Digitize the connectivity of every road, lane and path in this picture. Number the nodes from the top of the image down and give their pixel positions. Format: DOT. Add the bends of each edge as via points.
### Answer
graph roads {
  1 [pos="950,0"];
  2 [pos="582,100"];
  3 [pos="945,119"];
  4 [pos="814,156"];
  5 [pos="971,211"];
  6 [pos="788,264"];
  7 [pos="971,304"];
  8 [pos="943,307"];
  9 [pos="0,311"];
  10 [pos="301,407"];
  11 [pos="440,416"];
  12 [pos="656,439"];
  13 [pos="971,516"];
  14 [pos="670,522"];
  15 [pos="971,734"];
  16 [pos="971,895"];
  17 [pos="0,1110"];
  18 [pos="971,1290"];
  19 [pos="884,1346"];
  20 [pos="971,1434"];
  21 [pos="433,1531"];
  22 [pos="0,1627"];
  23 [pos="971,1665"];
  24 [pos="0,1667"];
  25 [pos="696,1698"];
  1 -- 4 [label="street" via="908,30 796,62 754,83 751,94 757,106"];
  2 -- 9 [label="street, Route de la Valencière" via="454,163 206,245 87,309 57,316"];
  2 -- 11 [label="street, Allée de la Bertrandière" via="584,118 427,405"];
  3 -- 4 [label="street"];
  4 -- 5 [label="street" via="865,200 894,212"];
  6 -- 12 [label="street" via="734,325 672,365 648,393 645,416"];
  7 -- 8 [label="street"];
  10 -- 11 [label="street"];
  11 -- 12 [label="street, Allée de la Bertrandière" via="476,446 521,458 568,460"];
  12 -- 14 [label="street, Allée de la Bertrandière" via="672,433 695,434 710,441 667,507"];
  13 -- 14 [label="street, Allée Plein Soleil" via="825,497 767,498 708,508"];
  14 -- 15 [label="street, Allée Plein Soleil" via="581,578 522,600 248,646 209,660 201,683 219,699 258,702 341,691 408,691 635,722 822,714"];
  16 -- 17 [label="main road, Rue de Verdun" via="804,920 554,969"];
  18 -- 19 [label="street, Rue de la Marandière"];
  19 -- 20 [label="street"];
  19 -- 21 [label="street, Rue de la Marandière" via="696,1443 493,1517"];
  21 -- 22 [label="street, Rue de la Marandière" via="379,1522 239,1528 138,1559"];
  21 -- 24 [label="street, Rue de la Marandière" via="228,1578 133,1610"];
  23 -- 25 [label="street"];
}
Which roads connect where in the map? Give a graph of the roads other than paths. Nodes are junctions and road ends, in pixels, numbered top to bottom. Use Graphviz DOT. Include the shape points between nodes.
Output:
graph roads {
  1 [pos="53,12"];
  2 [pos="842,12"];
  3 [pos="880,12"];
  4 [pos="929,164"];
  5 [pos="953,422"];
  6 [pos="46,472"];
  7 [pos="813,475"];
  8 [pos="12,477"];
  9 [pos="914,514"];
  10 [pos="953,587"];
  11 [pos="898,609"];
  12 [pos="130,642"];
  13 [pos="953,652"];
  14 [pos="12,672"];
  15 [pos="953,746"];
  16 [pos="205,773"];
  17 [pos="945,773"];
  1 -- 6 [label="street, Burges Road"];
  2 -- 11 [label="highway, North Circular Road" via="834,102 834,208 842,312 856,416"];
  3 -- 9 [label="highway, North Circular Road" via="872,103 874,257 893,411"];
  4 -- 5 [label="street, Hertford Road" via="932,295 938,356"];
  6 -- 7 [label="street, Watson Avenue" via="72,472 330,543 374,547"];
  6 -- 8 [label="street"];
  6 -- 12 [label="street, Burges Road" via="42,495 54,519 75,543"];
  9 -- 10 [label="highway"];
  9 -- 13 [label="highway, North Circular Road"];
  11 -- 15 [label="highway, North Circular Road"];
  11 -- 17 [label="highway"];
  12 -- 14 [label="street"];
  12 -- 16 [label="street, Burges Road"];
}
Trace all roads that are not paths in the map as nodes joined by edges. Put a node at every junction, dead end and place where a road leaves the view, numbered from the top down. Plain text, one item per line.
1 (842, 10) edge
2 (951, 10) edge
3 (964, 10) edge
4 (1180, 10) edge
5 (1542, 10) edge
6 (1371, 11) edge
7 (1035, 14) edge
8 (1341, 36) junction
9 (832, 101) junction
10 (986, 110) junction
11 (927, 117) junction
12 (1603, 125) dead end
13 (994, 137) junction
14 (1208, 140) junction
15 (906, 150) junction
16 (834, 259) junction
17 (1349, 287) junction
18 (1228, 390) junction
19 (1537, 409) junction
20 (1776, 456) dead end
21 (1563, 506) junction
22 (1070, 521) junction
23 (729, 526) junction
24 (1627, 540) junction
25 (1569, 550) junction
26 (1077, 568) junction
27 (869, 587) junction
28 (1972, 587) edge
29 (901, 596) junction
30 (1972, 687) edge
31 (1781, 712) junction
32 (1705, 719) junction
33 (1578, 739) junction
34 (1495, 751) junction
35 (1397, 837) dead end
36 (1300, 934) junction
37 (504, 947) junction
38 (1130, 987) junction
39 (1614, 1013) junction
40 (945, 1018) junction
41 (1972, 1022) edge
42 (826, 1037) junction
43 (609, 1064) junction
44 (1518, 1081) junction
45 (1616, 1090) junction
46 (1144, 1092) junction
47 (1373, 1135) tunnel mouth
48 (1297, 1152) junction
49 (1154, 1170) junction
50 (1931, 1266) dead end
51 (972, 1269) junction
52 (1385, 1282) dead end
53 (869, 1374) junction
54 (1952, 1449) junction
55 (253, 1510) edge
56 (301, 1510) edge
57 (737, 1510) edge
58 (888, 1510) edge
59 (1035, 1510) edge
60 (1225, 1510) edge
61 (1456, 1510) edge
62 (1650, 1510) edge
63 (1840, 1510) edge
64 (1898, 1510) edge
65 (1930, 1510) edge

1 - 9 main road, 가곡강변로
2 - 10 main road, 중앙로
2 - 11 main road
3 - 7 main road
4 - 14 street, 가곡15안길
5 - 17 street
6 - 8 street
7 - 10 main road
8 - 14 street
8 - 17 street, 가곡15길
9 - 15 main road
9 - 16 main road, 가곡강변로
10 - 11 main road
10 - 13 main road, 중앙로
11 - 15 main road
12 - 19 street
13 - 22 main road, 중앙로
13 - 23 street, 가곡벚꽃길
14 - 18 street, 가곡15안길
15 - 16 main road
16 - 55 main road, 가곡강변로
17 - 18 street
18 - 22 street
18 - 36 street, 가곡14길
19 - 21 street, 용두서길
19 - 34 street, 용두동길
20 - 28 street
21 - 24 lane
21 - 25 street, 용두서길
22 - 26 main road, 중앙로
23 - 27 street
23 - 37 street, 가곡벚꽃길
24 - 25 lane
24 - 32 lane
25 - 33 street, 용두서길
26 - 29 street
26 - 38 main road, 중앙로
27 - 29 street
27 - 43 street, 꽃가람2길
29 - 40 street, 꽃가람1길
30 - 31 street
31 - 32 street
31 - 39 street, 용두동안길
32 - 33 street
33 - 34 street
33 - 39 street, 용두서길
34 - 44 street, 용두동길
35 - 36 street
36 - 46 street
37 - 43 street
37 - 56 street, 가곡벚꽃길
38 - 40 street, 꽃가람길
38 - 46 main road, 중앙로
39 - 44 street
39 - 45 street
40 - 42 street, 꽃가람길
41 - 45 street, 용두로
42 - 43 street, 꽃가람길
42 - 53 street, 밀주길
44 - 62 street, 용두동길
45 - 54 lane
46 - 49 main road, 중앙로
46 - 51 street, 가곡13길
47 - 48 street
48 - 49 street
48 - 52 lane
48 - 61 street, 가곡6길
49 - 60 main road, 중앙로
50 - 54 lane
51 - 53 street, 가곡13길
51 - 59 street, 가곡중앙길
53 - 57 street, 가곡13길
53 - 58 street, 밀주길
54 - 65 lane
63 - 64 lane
* * * * *
* **EXERCISE DIRECTIONS**: Only the lines holding "Circular" are wanted, so copy each of them from the material.

* **ANSWER**:
  2 -- 11 [label="highway, North Circular Road" via="834,102 834,208 842,312 856,416"];
  3 -- 9 [label="highway, North Circular Road" via="872,103 874,257 893,411"];
  9 -- 13 [label="highway, North Circular Road"];
  11 -- 15 [label="highway, North Circular Road"];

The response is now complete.